Justo, resignado al ver que no podía hacer mucho más, emprendió la marcha con su compañero Miguel. Los dos recorrieron el pueblo en estado de alerta, desde el pequeño incendio hacia fuera, buscando pistas.
Al cabo de unos minutos de búsqueda a ciegas, escucharon unos sonidos extraños. Eran crujidos húmedos y respiraciones afanosas, como jadeos.
Miguel se llevó el fusil a la cara y le hizo gestos a Justo. No sabían qué era aquello, pero tampoco podían bajar la guardia.
Los extraños sonidos (Justo cada vez estaba más convencido de que eran mordiscos, lo que no le tranquilizaba) sonaban detrás de un muro de piedras que delimitaba un corral abierto en ruinas. Miguel le indicó por gestos a Justo que debían dividirse, para rodear el muro cada uno por un lado. Justo asintió y agarró con más decisión la barra de acero bañada de plata. Miguel, con paso seguro y silencioso fue hasta el otro extremo del muro, para rodearlo a la vez que Justo.
A una seña del guardia civil, los dos rodearon los extremos del muro y se asomaron al corral en ruinas, observando el dantesco espectáculo. El interior de lo que había sido el corral estaba cubierto de plantas silvestres, a la altura de las rodillas. Había cardos y bastante hierba amarillenta.
Sentado entre las plantas, apoyado contra el muro, encontraron al demonio. Era enorme, grande como un troll de cuento. Tenía la piel gris, y parecía gruesa y dura. La nariz era ancha y chata, aplastada contra la cara, de la que salía un pequeño cuerno afilado. Las manos eran enormes, con nueve dedos, y sostenían una pierna que el demonio se estaba comiendo.
Una pierna humana.
Justo tembló, siendo consciente entonces del charco de sangre que rodeaba al monstruo, de los huesos que había a su alrededor y de los trozos de carne y miembros que cubrían su pecho fofo, su barriga y sus piernas de elefante.
Miguel disparó, hiriéndole en el brazo derecho (el más cercano por su lado), el hombro y la cara. El globo ocular de ese lado del monstruo estalló. El demonio gimió de dolor y se puso en pie de un salto, furioso. Parecía increíble que un ser de ese tamaño pudiese moverse con esa velocidad y agilidad. Soltó la pierna mordida que se estaba comiendo (y que todavía conservaba una zapatilla de felpa de andar por casa) y dio dos zancadas para acercarse a Miguel, haciendo retumbar el suelo. Justo pensó que pesaría unos quinientos kilos, mientras el demonio cerraba su puño de nueve dedos, descomunal, y lo usaba para aplastar a Miguel Aldea López, salpicando restos humanos en todas direcciones.
Justo no pensó. Aquello era demasiado para un cerebro humano, así que se dejó llevar por sus sentimientos (incredulidad, odio, miedo, deber, furia) y cargó contra el demonio gigantesco, blandiendo su barra de plata. Le golpeó en la espalda desnuda, abultada por los músculos, y cayó hacia atrás, por el golpe.
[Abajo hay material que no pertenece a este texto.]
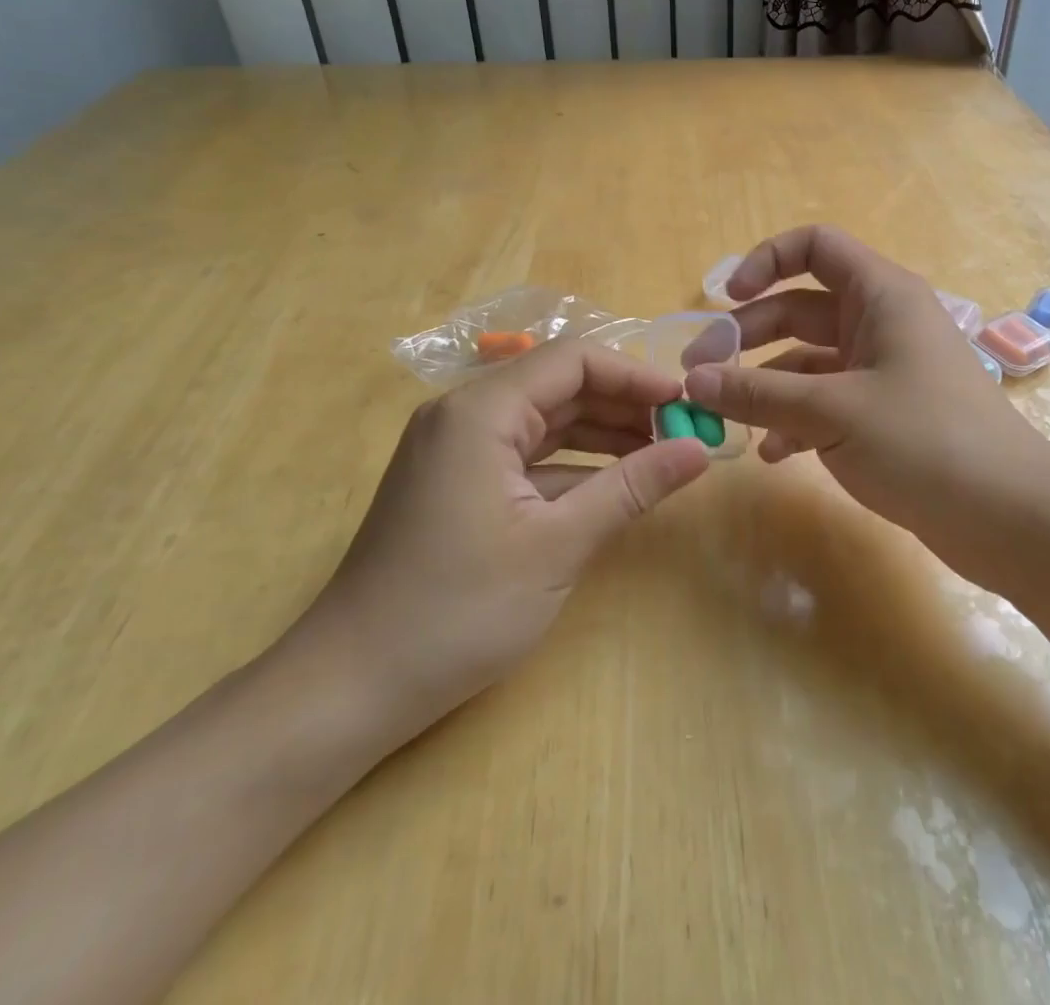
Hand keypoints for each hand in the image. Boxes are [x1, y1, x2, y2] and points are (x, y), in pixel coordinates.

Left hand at [291, 340, 710, 749]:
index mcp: (481, 411)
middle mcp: (465, 415)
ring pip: (547, 420)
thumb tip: (700, 450)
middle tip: (684, 431)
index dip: (636, 376)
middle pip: (560, 385)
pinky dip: (574, 464)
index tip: (687, 403)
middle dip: (625, 404)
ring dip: (605, 433)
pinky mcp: (459, 483)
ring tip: (663, 453)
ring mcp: (459, 449)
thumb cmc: (456, 611)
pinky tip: (617, 484)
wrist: (349, 688)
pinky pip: (528, 455)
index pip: (573, 361)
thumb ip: (632, 488)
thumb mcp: (558, 545)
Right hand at [683, 226, 1049, 583]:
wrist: (1009, 517)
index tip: (726, 299)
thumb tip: (693, 381)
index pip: (815, 247)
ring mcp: (884, 370)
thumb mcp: (832, 412)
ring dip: (766, 384)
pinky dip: (795, 420)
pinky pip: (827, 402)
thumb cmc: (925, 441)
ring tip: (723, 418)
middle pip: (799, 309)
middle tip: (699, 374)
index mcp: (880, 296)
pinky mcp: (885, 414)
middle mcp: (881, 323)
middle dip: (748, 336)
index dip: (766, 261)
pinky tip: (773, 455)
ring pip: (809, 361)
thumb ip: (758, 393)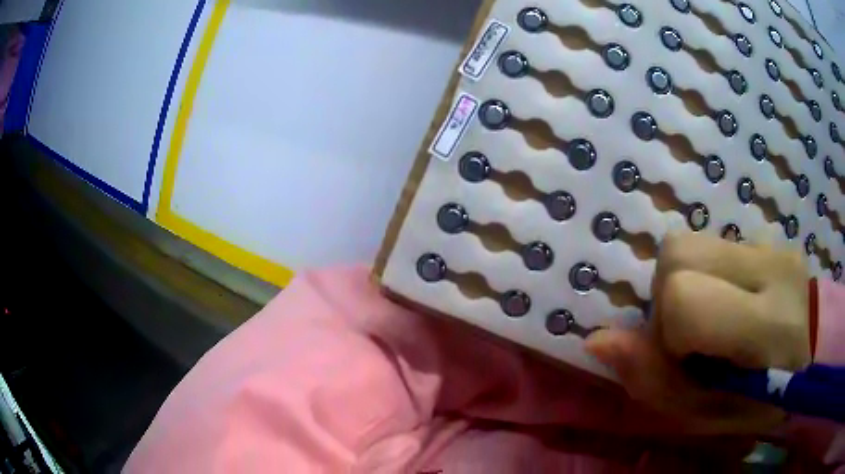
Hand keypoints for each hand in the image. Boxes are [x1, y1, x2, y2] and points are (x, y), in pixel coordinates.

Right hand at [586, 232, 810, 434]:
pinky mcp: (769, 236)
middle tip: (691, 339)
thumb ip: (654, 383)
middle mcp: (772, 268)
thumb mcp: (706, 417)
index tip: (684, 361)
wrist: (811, 362)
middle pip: (678, 252)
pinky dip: (704, 276)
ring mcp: (772, 244)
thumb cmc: (759, 406)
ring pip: (690, 242)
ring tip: (711, 321)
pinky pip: (712, 244)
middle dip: (666, 299)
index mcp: (767, 328)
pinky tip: (728, 304)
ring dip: (684, 286)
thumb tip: (596, 342)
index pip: (685, 298)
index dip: (666, 332)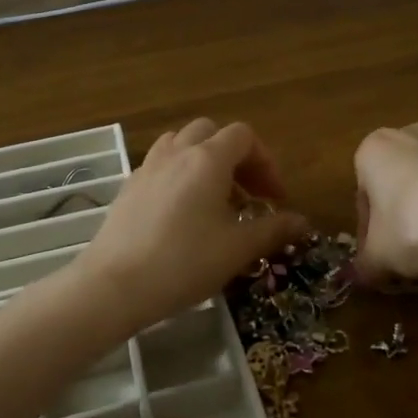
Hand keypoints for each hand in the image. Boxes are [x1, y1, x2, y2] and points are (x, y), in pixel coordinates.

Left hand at [76, 119, 308, 336]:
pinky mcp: (129, 187)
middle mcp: (177, 152)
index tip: (275, 198)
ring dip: (204, 161)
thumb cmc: (184, 263)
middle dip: (236, 157)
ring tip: (215, 198)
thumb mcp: (237, 249)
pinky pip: (161, 165)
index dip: (266, 162)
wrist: (114, 285)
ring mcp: (148, 167)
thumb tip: (303, 222)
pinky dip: (179, 175)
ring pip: (181, 143)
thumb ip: (273, 230)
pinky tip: (183, 213)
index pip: (244, 136)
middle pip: (211, 132)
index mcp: (208, 159)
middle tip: (247, 194)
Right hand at [352, 123, 417, 287]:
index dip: (369, 228)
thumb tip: (359, 276)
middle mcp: (414, 133)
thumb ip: (364, 266)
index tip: (380, 254)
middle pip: (401, 176)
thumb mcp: (380, 259)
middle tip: (413, 249)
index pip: (363, 192)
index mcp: (376, 149)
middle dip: (404, 209)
El demonio aulló de dolor, y una marca roja se destacó en su espalda, alargada como la barra con la que le habían golpeado. Era cierto que la plata hería a aquellos seres.
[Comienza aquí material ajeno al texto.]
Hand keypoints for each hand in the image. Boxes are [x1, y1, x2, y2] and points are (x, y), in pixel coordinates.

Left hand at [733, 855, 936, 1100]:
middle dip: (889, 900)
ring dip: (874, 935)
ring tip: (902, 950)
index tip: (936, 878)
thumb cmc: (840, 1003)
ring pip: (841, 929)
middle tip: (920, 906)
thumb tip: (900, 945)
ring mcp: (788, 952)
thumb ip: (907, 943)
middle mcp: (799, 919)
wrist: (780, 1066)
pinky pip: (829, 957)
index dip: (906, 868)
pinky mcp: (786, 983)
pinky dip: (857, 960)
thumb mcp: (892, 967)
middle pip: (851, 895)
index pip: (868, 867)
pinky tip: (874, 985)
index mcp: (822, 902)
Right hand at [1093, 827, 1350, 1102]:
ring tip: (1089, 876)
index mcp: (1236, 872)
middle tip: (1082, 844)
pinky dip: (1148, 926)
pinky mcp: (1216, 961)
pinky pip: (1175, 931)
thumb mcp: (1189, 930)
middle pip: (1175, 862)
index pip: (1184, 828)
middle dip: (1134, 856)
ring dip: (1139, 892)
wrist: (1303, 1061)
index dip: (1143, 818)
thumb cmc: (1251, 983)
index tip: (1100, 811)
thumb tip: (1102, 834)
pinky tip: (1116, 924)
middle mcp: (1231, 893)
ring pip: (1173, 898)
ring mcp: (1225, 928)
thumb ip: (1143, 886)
Se giró y dedicó un manotazo a Justo, con el dorso de la enorme mano, lanzándolo por encima del muro del corral abandonado. El agente de la ACPEX, después de un corto vuelo dando vueltas, acabó aterrizando contra la pared de una casa, quedando tendido en el suelo.
El demonio gritó de dolor, observando su brazo derecho herido: de cada impacto de bala salía un reguero pequeño de sangre granate.
Después, dolorido y molesto, tomó el resto de la pierna y continuó devorándola, mientras caminaba en busca de más carne para comer.